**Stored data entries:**
□ □ □ □

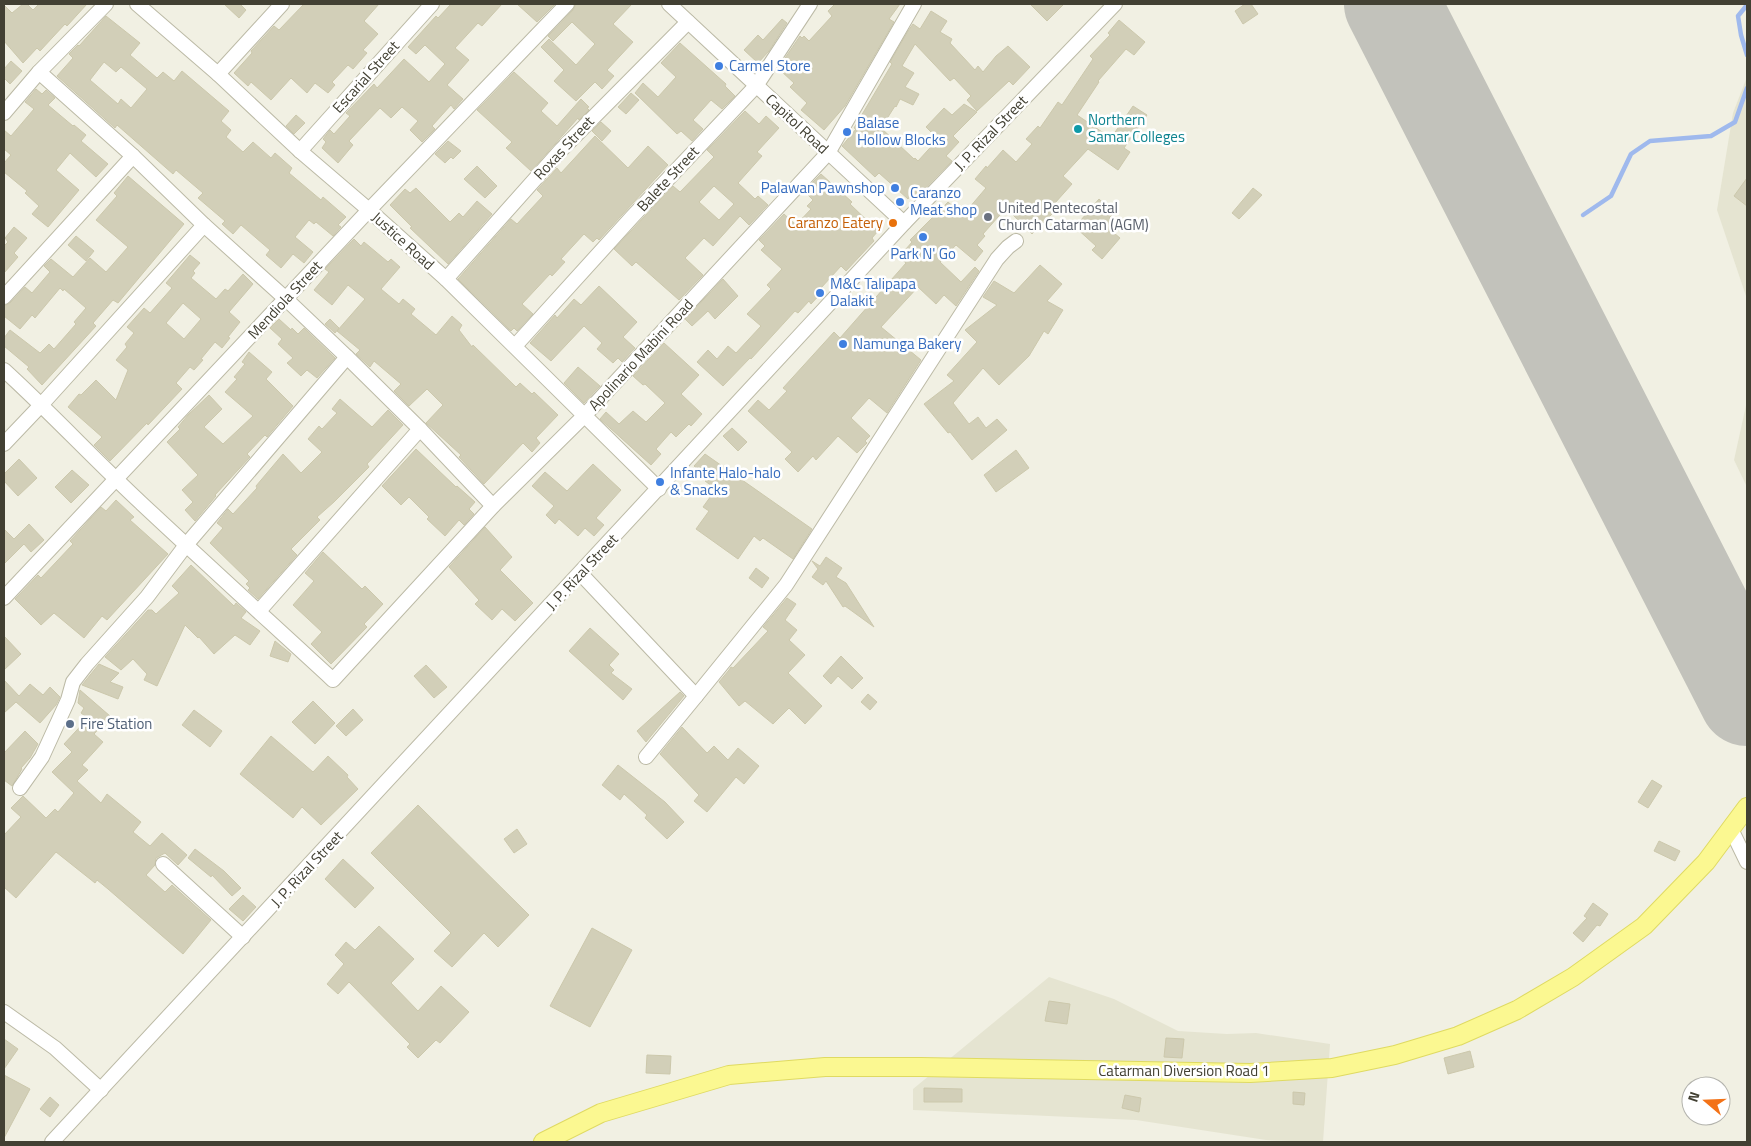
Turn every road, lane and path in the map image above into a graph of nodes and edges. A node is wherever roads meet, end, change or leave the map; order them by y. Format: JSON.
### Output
{"nodes":[{"id":1,"x":106,"y":4,"type":"edge"},
{"id":2,"x":137,"y":4,"type":"edge"},
{"id":3,"x":282,"y":4,"type":"edge"},
{"id":4,"x":432,"y":4,"type":"edge"},
{"id":5,"x":567,"y":4,"type":"edge"},
{"id":6,"x":669,"y":4,"type":"edge"},
{"id":7,"x":810,"y":4,"type":"edge"},
{"id":8,"x":914,"y":4,"type":"edge"},
{"id":9,"x":1114,"y":4,"type":"edge"},
{"id":10,"x":688,"y":22,"type":"junction"},
{"id":11,"x":39,"y":72,"type":"junction"},
{"id":12,"x":218,"y":74,"type":"junction"},
{"id":13,"x":756,"y":86,"type":"junction"},
{"id":14,"x":4,"y":113,"type":"edge"},
{"id":15,"x":300,"y":151,"type":"junction"},
{"id":16,"x":828,"y":153,"type":"junction"},
{"id":17,"x":133,"y":156,"type":"junction"},
{"id":18,"x":369,"y":210,"type":"junction"},
{"id":19,"x":904,"y":223,"type":"junction"},
{"id":20,"x":204,"y":224,"type":"junction"},
{"id":21,"x":1016,"y":241,"type":"dead end"},
{"id":22,"x":446,"y":279,"type":"junction"},
{"id":23,"x":4,"y":297,"type":"edge"},
{"id":24,"x":286,"y":299,"type":"junction"},
{"id":25,"x":515,"y":346,"type":"junction"},
{"id":26,"x":347,"y":357,"type":"junction"},
{"id":27,"x":4,"y":370,"type":"edge"},
{"id":28,"x":42,"y":404,"type":"junction"},
{"id":29,"x":584,"y":416,"type":"junction"},
{"id":30,"x":420,"y":429,"type":"junction"},
{"id":31,"x":4,"y":444,"type":"edge"},
{"id":32,"x":116,"y":480,"type":"junction"},
{"id":33,"x":659,"y":489,"type":"junction"},
{"id":34,"x":493,"y":506,"type":"junction"},
{"id":35,"x":186,"y":545,"type":"junction"},
{"id":36,"x":581,"y":574,"type":"junction"},
{"id":37,"x":4,"y":598,"type":"edge"},
{"id":38,"x":259,"y":611,"type":"junction"},
{"id":39,"x":696,"y":696,"type":"junction"},
{"id":40,"x":646,"y":757,"type":"dead end"},
{"id":41,"x":20,"y":788,"type":"dead end"},
{"id":42,"x":1747,"y":807,"type":"edge"},
{"id":43,"x":1731,"y":829,"type":"junction"},
{"id":44,"x":1747,"y":862,"type":"edge"},
{"id":45,"x":163,"y":864,"type":"dead end"},
{"id":46,"x":243,"y":937,"type":"junction"},
{"id":47,"x":4,"y":1012,"type":"edge"},
{"id":48,"x":101,"y":1090,"type":"junction"},
{"id":49,"x":52,"y":1142,"type":"edge"},
{"id":50,"x":543,"y":1142,"type":"edge"}],
"edges":[{"from":1,"to":11,"type":"street"},
{"from":2,"to":12,"type":"street","name":"Justice Road"},
{"from":3,"to":12,"type":"street"},
{"from":4,"to":15,"type":"street","name":"Escarial Street"},
{"from":5,"to":18,"type":"street","name":"Mendiola Street"},
{"from":6,"to":10,"type":"street","name":"Capitol Road"},
{"from":7,"to":13,"type":"street","name":"Balete Street"},
{"from":8,"to":16,"type":"street","name":"Apolinario Mabini Road"},
{"from":9,"to":19,"type":"street","name":"J. P. Rizal Street"},
{"from":10,"to":13,"type":"street","name":"Capitol Road"},
{"from":10,"to":22,"type":"street","name":"Roxas Street"},
{"from":11,"to":14,"type":"street"},
{"from":11,"to":17,"type":"street"},
{"from":12,"to":15,"type":"street","name":"Justice Road"},
{"from":13,"to":16,"type":"street","name":"Capitol Road"},
{"from":13,"to":25,"type":"street","name":"Balete Street"},
{"from":15,"to":18,"type":"street","name":"Justice Road"},
{"from":16,"to":19,"type":"street","name":"Capitol Road"},
{"from":16,"to":29,"type":"street","name":"Apolinario Mabini Road"},
{"from":17,"to":20,"type":"street"},
{"from":17,"to":23,"type":"street"},
{"from":18,"to":22,"type":"street","name":"Justice Road"},
{"from":18,"to":24,"type":"street","name":"Mendiola Street"},
{"from":19,"to":33,"type":"street","name":"J. P. Rizal Street"},
{"from":20,"to":24,"type":"street"},
{"from":20,"to":28,"type":"street"},
{"from":21,"to":39,"type":"street"},
{"from":22,"to":25,"type":"street","name":"Justice Road"},
{"from":24,"to":26,"type":"street"},
{"from":24,"to":32,"type":"street","name":"Mendiola Street"},
{"from":25,"to":29,"type":"street","name":"Justice Road"},
{"from":26,"to":30,"type":"street"},
{"from":26,"to":35,"type":"street"},
{"from":27,"to":28,"type":"street"},
{"from":28,"to":31,"type":"street"},
{"from":28,"to":32,"type":"street"},
{"from":29,"to":33,"type":"street","name":"Justice Road"},
{"from":29,"to":34,"type":"street","name":"Apolinario Mabini Road"},
{"from":30,"to":34,"type":"street"},
{"from":30,"to":38,"type":"street"},
{"from":32,"to":35,"type":"street"},
{"from":32,"to":37,"type":"street","name":"Mendiola Street"},
{"from":33,"to":36,"type":"street","name":"J. P. Rizal Street"},
{"from":34,"to":38,"type":"street","name":"Apolinario Mabini Road"},
{"from":35,"to":38,"type":"street"},
{"from":35,"to":41,"type":"street"},
{"from":36,"to":39,"type":"street"},
{"from":36,"to":46,"type":"street","name":"J. P. Rizal Street"},
{"from":39,"to":40,"type":"street"},
{"from":42,"to":43,"type":"main road","name":"Catarman Diversion Road 1"},
{"from":43,"to":44,"type":"street"},
{"from":43,"to":50,"type":"main road","name":"Catarman Diversion Road 1"},
{"from":45,"to":46,"type":"street"},
{"from":46,"to":48,"type":"street","name":"J. P. Rizal Street"},
{"from":47,"to":48,"type":"street"},
{"from":48,"to":49,"type":"street","name":"J. P. Rizal Street"}]}
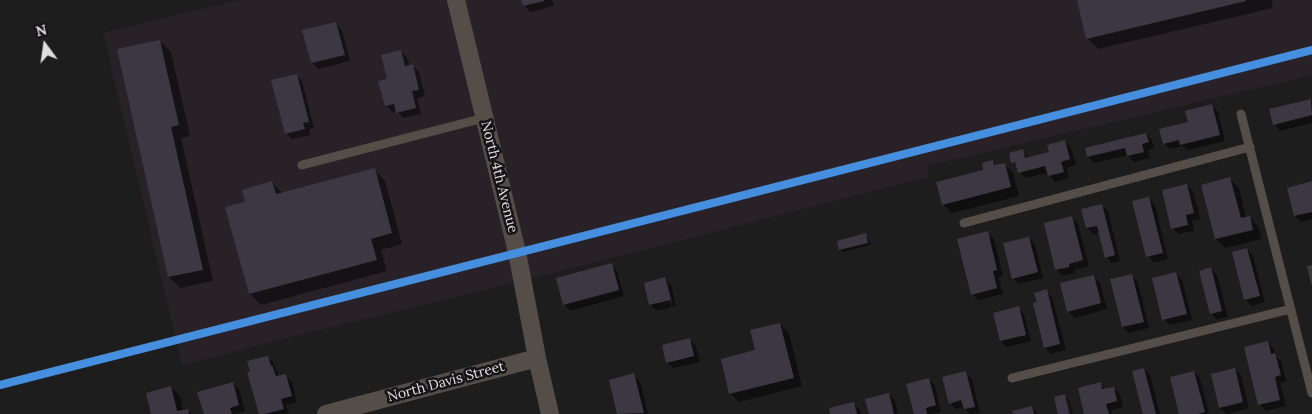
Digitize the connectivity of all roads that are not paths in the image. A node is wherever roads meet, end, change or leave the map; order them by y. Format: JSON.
{"nodes":[{"id":1,"x":456,"y":0,"type":"edge"},
{"id":2,"x":1241,"y":114,"type":"dead end"},
{"id":3,"x":484,"y":118,"type":"junction"},
{"id":4,"x":1250,"y":147,"type":"junction"},
{"id":5,"x":302,"y":165,"type":"dead end"},
{"id":6,"x":964,"y":223,"type":"dead end"},
{"id":7,"x":1291,"y":309,"type":"junction"},
{"id":8,"x":537,"y":358,"type":"junction"},
{"id":9,"x":1012,"y":378,"type":"dead end"},
{"id":10,"x":1312,"y":393,"type":"edge"},
{"id":11,"x":326,"y":414,"type":"edge"},
{"id":12,"x":550,"y":414,"type":"edge"}],
"edges":[{"from":1,"to":3,"type":"street","name":"North 4th Avenue"},
{"from":2,"to":4,"type":"lane"},
{"from":3,"to":5,"type":"lane"},
{"from":3,"to":8,"type":"street","name":"North 4th Avenue"},
{"from":4,"to":6,"type":"lane"},
{"from":4,"to":7,"type":"lane"},
{"from":7,"to":9,"type":"lane"},
{"from":7,"to":10,"type":"lane"},
{"from":8,"to":11,"type":"street","name":"North Davis Street"},
{"from":8,"to":12,"type":"street","name":"North 4th Avenue"}]}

□ □ □ □

**WORK TO COMPLETE:** Please return every line of the records that contains the word "lane".

**SOLUTION:**
Turn every road, lane and path in the map image above into a graph of nodes and edges. A node is wherever roads meet, end, change or leave the map; order them by y. Format: JSON.
{"from":2,"to":4,"type":"lane"},
{"from":3,"to":5,"type":"lane"},
{"from":4,"to":6,"type":"lane"},
{"from":4,"to":7,"type":"lane"},
{"from":7,"to":9,"type":"lane"},
{"from":7,"to":10,"type":"lane"},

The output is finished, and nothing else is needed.